China says Chinese Muslim separatists are fighting in Syria
BEIJING – Chinese Muslim separatists from the northwest region of Xinjiang are battling Syrian government forces alongside Al Qaeda and other extremist groups, an official Chinese newspaper reported Monday.
Radicals among China’s ethnic Turkic Uighur minority have been traveling to Syria since May to join the fighting in trips organized by groups opposed to Beijing’s rule over Xinjiang, the Global Times reported Monday.
Citing unidentified Chinese anti-terrorism authorities, it said the groups were funding their activities through drug and gun trafficking, kidnapping and robbery, and providing training for “separatists, criminals and terrorists” who had fled Xinjiang.
“After receiving orders from Al Qaeda, terrorists from China came to Syria to meet with jihadists already on the ground before forming groups on the front lines,” the report quoted an unidentified official as saying.
While foreign jihadists have joined in the 19-month-long Syria conflict that has killed more than 35,000 people, the presence of fighters from China has not been previously reported.
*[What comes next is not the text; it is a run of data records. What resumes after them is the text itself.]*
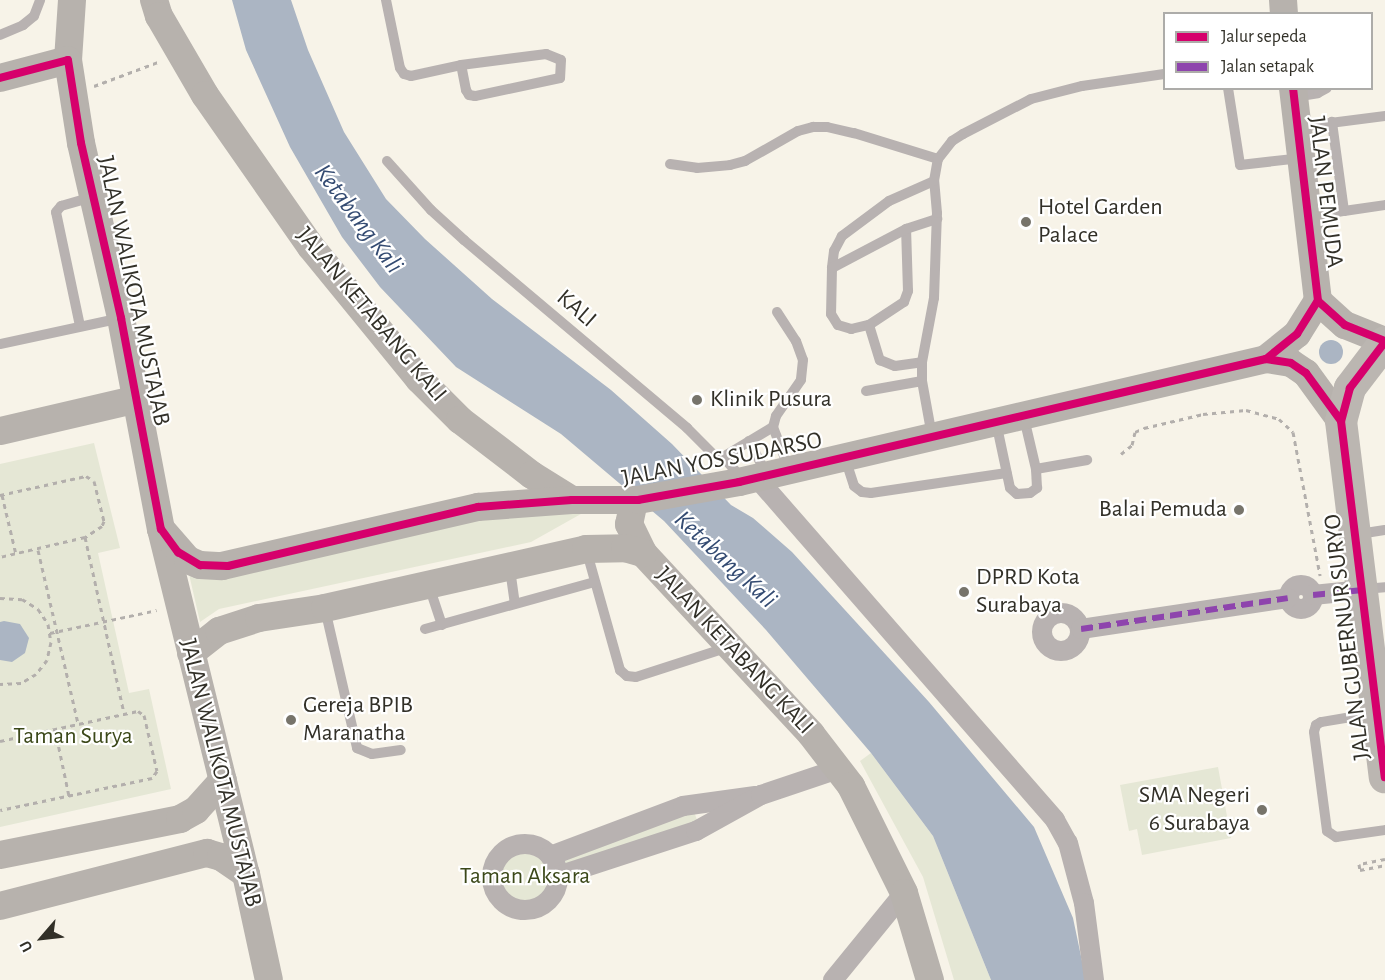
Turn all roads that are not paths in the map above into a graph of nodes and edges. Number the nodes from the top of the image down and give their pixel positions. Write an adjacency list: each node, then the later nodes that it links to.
1 (40, 0): 6 (lane)
2 (72, 0): 7 (main road, JALAN WALIKOTA MUSTAJAB)
3 (138, 0): 14 (main road, JALAN KETABANG KALI)
4 (154, 0): 14 (main road, JALAN KETABANG KALI)
5 (386, 0): 8 (lane)
6 (0, 35)
7 (68, 60): 10 (main road); 23 (main road, JALAN WALIKOTA MUSTAJAB)
8 (461, 65): 8 (lane)
9 (1163, 74): 19 (lane)
10 (0, 78)
11 (1228, 90): 18 (lane)
12 (1323, 90): 13 (lane)
13 (1293, 93): 17 (main road, JALAN PEMUDA)
14 (205, 96): 55 (main road, JALAN KETABANG KALI)
15 (1385, 116): 16 (lane)
16 (1332, 122): 17 (lane); 25 (lane)
17 (1298, 128): 18 (main road, JALAN PEMUDA)
18 (1302, 158): 26 (main road, JALAN PEMUDA)
19 (938, 159): 21 (lane); 22 (lane)
20 (387, 161): 49 (lane, KALI)
21 (670, 164)
22 (934, 181): 27 (lane); 29 (lane)
23 (94, 197): 32 (main road, JALAN WALIKOTA MUSTAJAB); 34 (lane)
24 (1385, 205): 25 (lane)
25 (1344, 211): 26 (lane)
26 (1309, 217): 30 (main road, JALAN PEMUDA)
27 (937, 219): 28 (lane); 38 (lane)
28 (906, 229): 29 (lane); 33 (lane)
29 (832, 268): 33 (lane)
30 (1318, 301): 35 (main road, JALAN PEMUDA); 37 (main road, JALAN PEMUDA)
31 (777, 312): 45 (lane)
32 (121, 318): 34 (lane); 41 (main road, JALAN WALIKOTA MUSTAJAB)
33 (869, 325): 38 (lane)
34 (80, 326): 36 (lane)
35 (1385, 342): 43 (main road, JALAN GUBERNUR SURYO)
36 (0, 344)
37 (1266, 359): 42 (main road, JALAN YOS SUDARSO); 43 (main road, JALAN GUBERNUR SURYO)
38 (922, 362): 39 (lane)
39 (922, 381): 40 (lane); 47 (lane)
40 (866, 391)
41 (137, 399): 46 (main road); 57 (main road, JALAN WALIKOTA MUSTAJAB)
42 (1023, 415): 44 (main road, JALAN YOS SUDARSO); 52 (lane)
43 (1341, 421): 58 (main road, JALAN GUBERNUR SURYO)
44 (996, 422): 47 (main road, JALAN YOS SUDARSO); 53 (lane)
45 (773, 427): 48 (lane); 54 (lane)
46 (0, 431)
47 (932, 436): 50 (main road, JALAN YOS SUDARSO)
48 (749, 441): 49 (lane); 54 (lane)
49 (723, 457): 54 (lane, KALI)
50 (844, 457): 53 (lane); 54 (main road, JALAN YOS SUDARSO)
51 (1087, 460): 52 (lane)
52 (1036, 469): 53 (lane)
53 (1007, 473)
54 (759, 477): 56 (main road, JALAN YOS SUDARSO); 90 (street)
55 (572, 500): 56 (main road, JALAN YOS SUDARSO); 57 (main road, JALAN YOS SUDARSO)
56 (636, 501): 60 (main road, JALAN KETABANG KALI)
57 (161, 529): 71 (main road, JALAN WALIKOTA MUSTAJAB)
58 (1370, 532): 64 (main road, JALAN GUBERNUR SURYO)
59 (586, 549): 60 (main road); 61 (main road); 62 (lane)
60 (643, 553): 70 (main road, JALAN KETABANG KALI)
61 (510, 568): 63 (main road); 65 (lane)
62 (595, 582): 65 (lane); 70 (lane)
63 (429, 585): 66 (main road); 67 (lane)
64 (1374, 588): 69 (street); 72 (main road, JALAN GUBERNUR SURYO)
65 (515, 604): 67 (lane)
66 (325, 608): 71 (main road); 73 (lane)
67 (442, 625): 68 (lane)
68 (425, 629)
69 (1081, 630)
70 (730, 647): 74 (main road, JALAN KETABANG KALI)
71 (191, 653): 76 (main road, JALAN WALIKOTA MUSTAJAB)
72 (1380, 706): 75 (main road, JALAN GUBERNUR SURYO); 79 (lane)
73 (401, 750)
74 (835, 769): 77 (street); 85 (main road, JALAN KETABANG KALI)
75 (1385, 777)
76 (223, 780): 78 (main road); 83 (main road, JALAN WALIKOTA MUSTAJAB)
77 (761, 795): 82 (street); 84 (street)
78 (180, 819): 80 (main road); 81 (main road)
79 (1385, 830)
80 (0, 855)
81 (189, 856): 83 (main road); 86 (main road)
82 (550, 856): 84 (street); 84 (street)
83 (246, 873): 87 (main road, JALAN WALIKOTA MUSTAJAB)
84 (558, 876)
85 (904, 893): 88 (street); 89 (main road, JALAN KETABANG KALI)
86 (0, 906)
87 (269, 980)
88 (832, 980)
89 (930, 980)
90 (1094, 980)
The Foreign Ministry said Monday it has noted the report and called for stronger international cooperation in dealing with organizations seeking to overthrow Chinese rule in Xinjiang.
Such groups “not only damage China’s state security, but threaten other countries’ peace and stability,” spokesman Hong Lei said at a regularly scheduled news conference.
The Global Times report singled out two groups as funneling fighters to Syria; the East Turkistan Islamic Movement and the East Turkestan Education and Solidarity Association based in Turkey. East Turkistan was the name given to two short-lived independent Uighur republics in Xinjiang, a vast Central Asian region of mountains and deserts that has been flooded with ethnic Chinese settlers in recent decades.
While the report could not immediately be verified, Chinese anti-terrorism expert Li Wei said Uighur fighters have taken part in the conflicts in Chechnya and Afghanistan, and maintain an active presence in Muslim communities from Southeast Asia to the Middle East.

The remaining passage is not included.